Wedal's63 results confirm this view of the harmlessness of punctures during the febrile stage; and, more than this, they show that they hasten the cure. He operated on 17 patients from the second to the fifth day, and three times from the eighth to the tenth day. In cases of acute disease, where the patients were exempt from pulmonary or bronchial complications, the cure was not protracted beyond the twelfth day. Some were cured by the sixth day. His patients were, for the most part, vigorous men, young soldiers—very favorable subjects. Ordinarily, however, as shown by J. L. Mason's64 report of 132 cases where the operation was not performed, the duration of the attacks was weeks, and in some cases months. He considers the operation more apt to be successful if performed early in the disease, and that the existence of fever is no contraindication. The author has always pursued a more conservative course, and abstained from operating in the febrile stage unless, as in three instances, the effusion was so rapid in its formation that there was danger of serious consequences from the amount of the fluid. In these three instances the result was successful and without unpleasant sequelæ. Moutard-Martin65 states that aspiration made during the febrile stage is in no way prejudicial to the patient. Dieulafoy66 advises us to wait until the fever falls.

63 Étude clin. des épanchments pleurit., 1877.

64 Boston City Hospital Reports, 3d Series, 1882.

65 Loc. cit.

66 De la Thoracéntèse dans la Pleur. Aigue, 1878.

To remove the effusion during the inflammatory stage does not appear to be rational treatment unless the quantity is so excessive as to endanger the life of the patient. The fluid remains limpid unless exposed to air or contact with foreign substance. When, after a time, there is some coagulation, it is only of a thin layer which covers and protects the roughened surface of the pleura. A certain amount of effusion is useful; it separates and bathes in a bland fluid the tender and inflamed surfaces, and keeps at rest the affected portion of the lung. The lung in health exercises a constant traction upon the pleural sac, the vessels of which have therefore to sustain a negative or aspiratory pressure: this being so, it is physiological that if these vessels become temporarily weakened and congested by the inflammatory process, increased exudation proceeds from them. The effect of this exudation is to neutralize lung-traction, and therefore to lessen the afflux of blood to the weakened vessels. "Fluid effusion being thus both natural and salutary, in acute pleurisy we must be watchful, but not meddlesome" (Powell). We must not hurry, but we must try if nature will not by spontaneous absorption cause it to subside. We can ordinarily do this up to the end of two or even three weeks before resorting to artificial means.

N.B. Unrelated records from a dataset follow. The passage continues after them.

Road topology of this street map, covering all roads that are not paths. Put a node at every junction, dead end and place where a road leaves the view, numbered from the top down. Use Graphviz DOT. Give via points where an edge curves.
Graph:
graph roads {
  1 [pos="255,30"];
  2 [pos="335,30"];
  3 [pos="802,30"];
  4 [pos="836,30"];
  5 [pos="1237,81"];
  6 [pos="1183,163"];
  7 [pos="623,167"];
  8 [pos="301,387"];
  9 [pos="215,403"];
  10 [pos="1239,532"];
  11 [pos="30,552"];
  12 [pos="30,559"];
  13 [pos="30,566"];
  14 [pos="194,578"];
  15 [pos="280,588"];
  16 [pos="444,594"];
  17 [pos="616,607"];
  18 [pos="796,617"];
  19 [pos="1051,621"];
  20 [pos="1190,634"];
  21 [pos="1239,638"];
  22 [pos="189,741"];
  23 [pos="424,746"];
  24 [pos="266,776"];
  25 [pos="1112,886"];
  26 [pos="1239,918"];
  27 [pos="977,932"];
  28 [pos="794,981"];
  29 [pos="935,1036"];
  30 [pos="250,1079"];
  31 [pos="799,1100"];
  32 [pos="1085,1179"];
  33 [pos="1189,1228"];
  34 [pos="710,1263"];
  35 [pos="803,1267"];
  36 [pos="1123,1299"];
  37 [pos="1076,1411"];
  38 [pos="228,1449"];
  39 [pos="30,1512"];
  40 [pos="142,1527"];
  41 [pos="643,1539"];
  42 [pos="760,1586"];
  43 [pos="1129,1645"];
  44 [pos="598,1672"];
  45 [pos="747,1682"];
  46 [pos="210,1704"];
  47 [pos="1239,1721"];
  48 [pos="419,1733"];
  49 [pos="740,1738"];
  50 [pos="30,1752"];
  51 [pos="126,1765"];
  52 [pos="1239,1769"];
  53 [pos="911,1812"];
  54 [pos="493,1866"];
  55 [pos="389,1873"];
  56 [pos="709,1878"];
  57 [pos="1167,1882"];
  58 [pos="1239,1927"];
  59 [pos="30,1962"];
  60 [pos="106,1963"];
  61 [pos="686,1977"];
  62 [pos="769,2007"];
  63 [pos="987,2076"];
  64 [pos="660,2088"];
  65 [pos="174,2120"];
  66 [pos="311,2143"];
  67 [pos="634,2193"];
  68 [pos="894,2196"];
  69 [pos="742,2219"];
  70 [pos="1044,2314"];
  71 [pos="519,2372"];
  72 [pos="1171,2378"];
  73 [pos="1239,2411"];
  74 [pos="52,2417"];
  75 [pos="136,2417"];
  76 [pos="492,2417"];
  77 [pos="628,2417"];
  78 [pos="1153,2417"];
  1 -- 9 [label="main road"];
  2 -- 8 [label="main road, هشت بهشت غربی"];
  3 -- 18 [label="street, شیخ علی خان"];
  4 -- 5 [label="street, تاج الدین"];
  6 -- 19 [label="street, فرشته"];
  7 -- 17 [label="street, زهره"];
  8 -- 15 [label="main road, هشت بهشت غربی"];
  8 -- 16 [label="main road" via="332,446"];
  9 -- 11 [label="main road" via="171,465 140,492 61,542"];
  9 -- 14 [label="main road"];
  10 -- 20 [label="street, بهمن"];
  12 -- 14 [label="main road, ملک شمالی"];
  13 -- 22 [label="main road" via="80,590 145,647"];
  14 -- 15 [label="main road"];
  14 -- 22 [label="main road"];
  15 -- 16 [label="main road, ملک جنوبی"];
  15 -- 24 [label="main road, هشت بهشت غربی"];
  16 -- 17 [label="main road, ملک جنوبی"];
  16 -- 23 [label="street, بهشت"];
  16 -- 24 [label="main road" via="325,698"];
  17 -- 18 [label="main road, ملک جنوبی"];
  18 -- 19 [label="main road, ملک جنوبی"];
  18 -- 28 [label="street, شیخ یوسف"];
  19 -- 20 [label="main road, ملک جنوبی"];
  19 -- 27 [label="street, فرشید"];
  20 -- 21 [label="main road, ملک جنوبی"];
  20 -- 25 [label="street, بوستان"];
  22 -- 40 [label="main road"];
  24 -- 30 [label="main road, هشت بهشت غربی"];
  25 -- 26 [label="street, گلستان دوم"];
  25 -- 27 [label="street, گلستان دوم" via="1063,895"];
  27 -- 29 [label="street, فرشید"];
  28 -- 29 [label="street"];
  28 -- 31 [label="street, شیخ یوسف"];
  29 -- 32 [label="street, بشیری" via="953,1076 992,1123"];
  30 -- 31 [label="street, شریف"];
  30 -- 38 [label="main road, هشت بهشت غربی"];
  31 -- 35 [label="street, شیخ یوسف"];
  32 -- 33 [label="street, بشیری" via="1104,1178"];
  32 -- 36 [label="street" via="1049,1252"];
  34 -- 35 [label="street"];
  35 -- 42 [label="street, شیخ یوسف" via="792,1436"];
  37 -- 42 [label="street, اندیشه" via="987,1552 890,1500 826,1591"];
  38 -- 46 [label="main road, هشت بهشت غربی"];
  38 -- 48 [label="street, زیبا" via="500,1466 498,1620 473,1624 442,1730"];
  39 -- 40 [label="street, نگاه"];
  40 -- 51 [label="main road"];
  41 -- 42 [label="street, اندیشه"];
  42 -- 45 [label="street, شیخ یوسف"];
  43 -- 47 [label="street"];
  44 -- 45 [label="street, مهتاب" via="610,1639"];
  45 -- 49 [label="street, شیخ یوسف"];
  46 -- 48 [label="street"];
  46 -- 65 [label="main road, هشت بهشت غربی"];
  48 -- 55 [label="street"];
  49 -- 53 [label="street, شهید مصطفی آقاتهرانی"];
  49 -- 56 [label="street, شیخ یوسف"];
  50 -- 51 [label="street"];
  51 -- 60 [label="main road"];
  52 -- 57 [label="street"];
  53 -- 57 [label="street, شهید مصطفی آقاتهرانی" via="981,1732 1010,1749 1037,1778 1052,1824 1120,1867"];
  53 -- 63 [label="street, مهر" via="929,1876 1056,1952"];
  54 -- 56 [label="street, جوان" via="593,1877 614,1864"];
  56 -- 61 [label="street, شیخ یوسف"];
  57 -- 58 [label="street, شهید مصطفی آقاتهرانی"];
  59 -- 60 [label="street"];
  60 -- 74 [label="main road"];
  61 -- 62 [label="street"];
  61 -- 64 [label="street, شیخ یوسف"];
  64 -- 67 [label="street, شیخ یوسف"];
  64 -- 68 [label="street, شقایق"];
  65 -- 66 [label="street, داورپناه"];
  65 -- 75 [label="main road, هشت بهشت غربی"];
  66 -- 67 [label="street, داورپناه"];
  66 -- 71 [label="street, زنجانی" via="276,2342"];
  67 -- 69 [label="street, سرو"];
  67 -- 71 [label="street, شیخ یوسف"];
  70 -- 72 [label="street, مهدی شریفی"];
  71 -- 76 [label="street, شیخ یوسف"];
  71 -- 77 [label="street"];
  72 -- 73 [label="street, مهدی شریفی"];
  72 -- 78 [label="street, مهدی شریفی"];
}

The defervescence in pleurisy, we have seen, has no fixed period, as in pneumonia. In favorable acute cases the absorption begins as soon as the temperature begins to fall. Moreover, the liquid may be absorbed, notwithstanding the continuance of fever, and the effusion may continue notwithstanding the defervescence. In the subacute form the febrile period passes by unnoticed, although the effusion is often in large quantity.

When not urgent, how long should we wait for absorption of fluid? This is a question much discussed, and not yet settled. What becomes of the effusion in the acute pleurisies?

In the first days of its formation the liquid portions of the effusion are reabsorbed by the normal vessels of the serous membranes at the points left intact and the recent vessels of the neo-membranes, but the organization of these last demands, to be complete, from two to three weeks; it is not until the end of that time that they will be most favorable to reabsorption. Dybkowsky points to the anatomical fact that the lymph-vessels are found only in those parts of the costal pleura which cover the intercostal muscles, while the portions which are reflected over the ribs are destitute of such vessels.

On the other hand, the eccentric pressure made by a considerable effusion on the pleuræ may retard their vascularization and lengthen out the work of absorption. Moreover, during the time necessary for that organization a certain quantity of coagulable fibrin is deposited on the surface of the serous membranes. The pseudo-membranous bridles are not slow in forming, and cause the adhesions which press the lung against the costal wall, the vertebral gutter, and the superior parts of the thoracic cage, toward which the effusion tends to force them.